Intensity of needs varies from person to person and can be characterized by numbers on a scale of 1-5, five being highest. Over the years, my need for survival has changed. I’ve fluctuated between 3 and 4, depending on my life stage and what became important to me. When I began riding my motorcycle, I’m sure friends and family thought I hovered at one. I figured a 4 since I took a motorcycle safety class, always wore protective gear, kept my motorcycle in top repair, and practiced my skills.
Survival involves physical safety, financial security, and emotional stability. Judy’s need for survival surpasses mine. She is our health watcher, organizing our annual exams. She logs the results of every blood test and examines the trends. In financial matters, she’s the one who watches the market and investigates options. We laugh together as she says, “I have a high need for safety,” while checking the doors and setting the alarm system at bedtime.
How can two people who are not at the same level of a particular need get along so well? Because I realize Judy’s a five on survival, I know when we’ve entered the house after taking a dip in the spa, she must be sure that the back patio door is secured. I step away and allow her to lock it herself. If I leave an open window, she says, “Just tell me that you’ve opened a window, and I’ll make sure it’s closed.” No drama; no making it personal. And no taking it personally.

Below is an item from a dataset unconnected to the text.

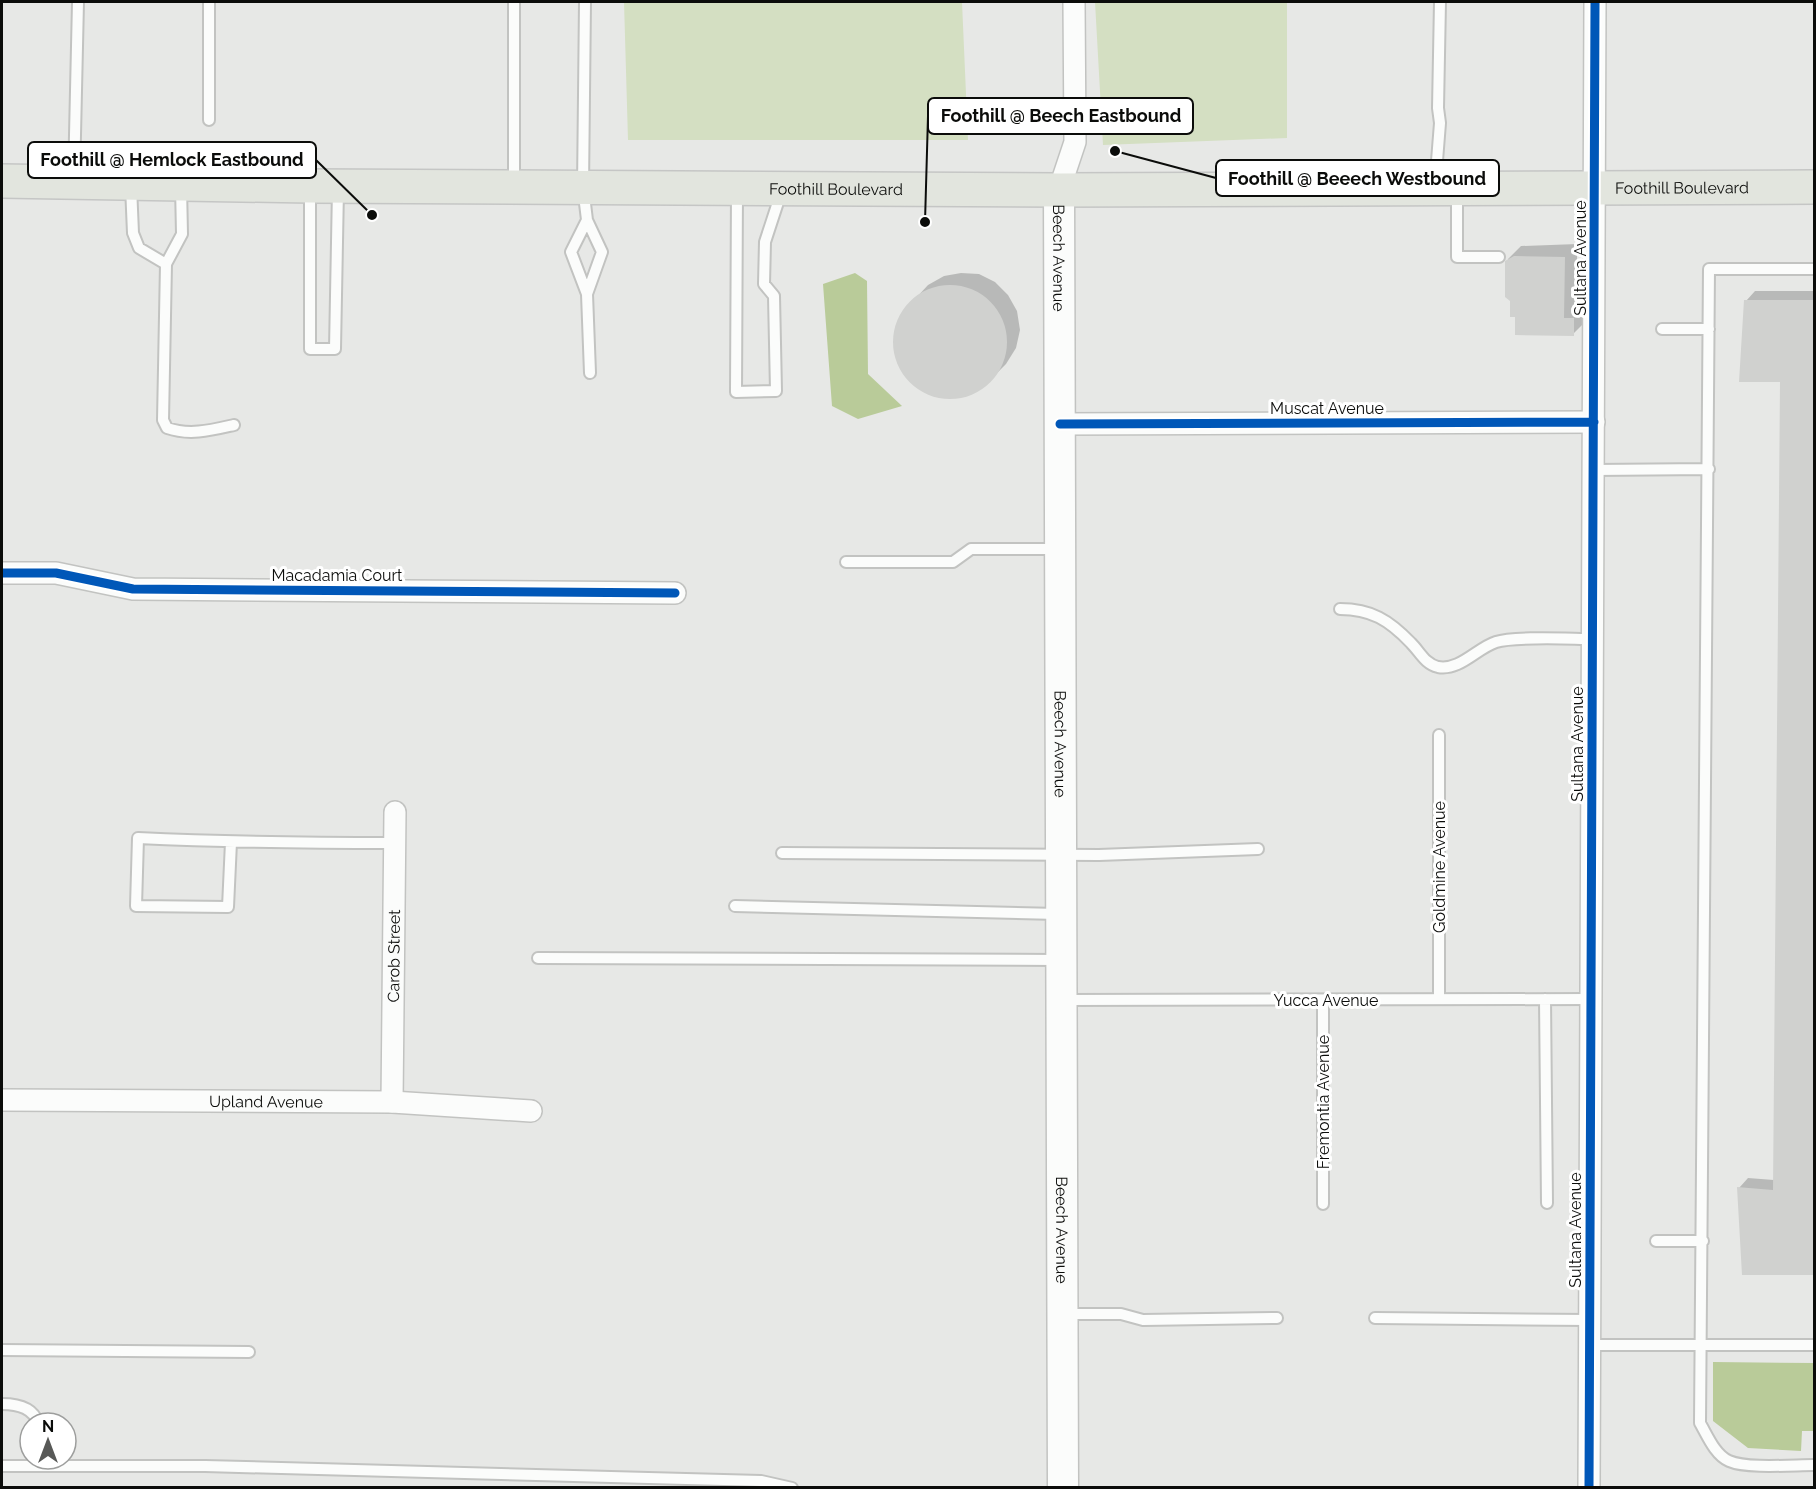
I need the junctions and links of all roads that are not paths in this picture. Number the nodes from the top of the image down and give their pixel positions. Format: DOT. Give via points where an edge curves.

Each partner’s behavior is about them and what they need, not about the other one. It’s essential to recognize this and not become offended or get angry at behavior that is an expression of the need. Then the couple is able to communicate, see the value in each other’s concerns, and carry on without blame or criticism.
Think about your close ones and their behaviors. Try to assess their need for survival on a scale of 1-5. Does one child save his money in a piggy bank while another spends all his or gives it away? Does a good friend choose to risk having health issues by ignoring her family history? What about a cousin who jogs and watches her diet?
Where are you on survival? Understanding one’s own and each other’s needs, and behaving accordingly, is key in maintaining successful relationships.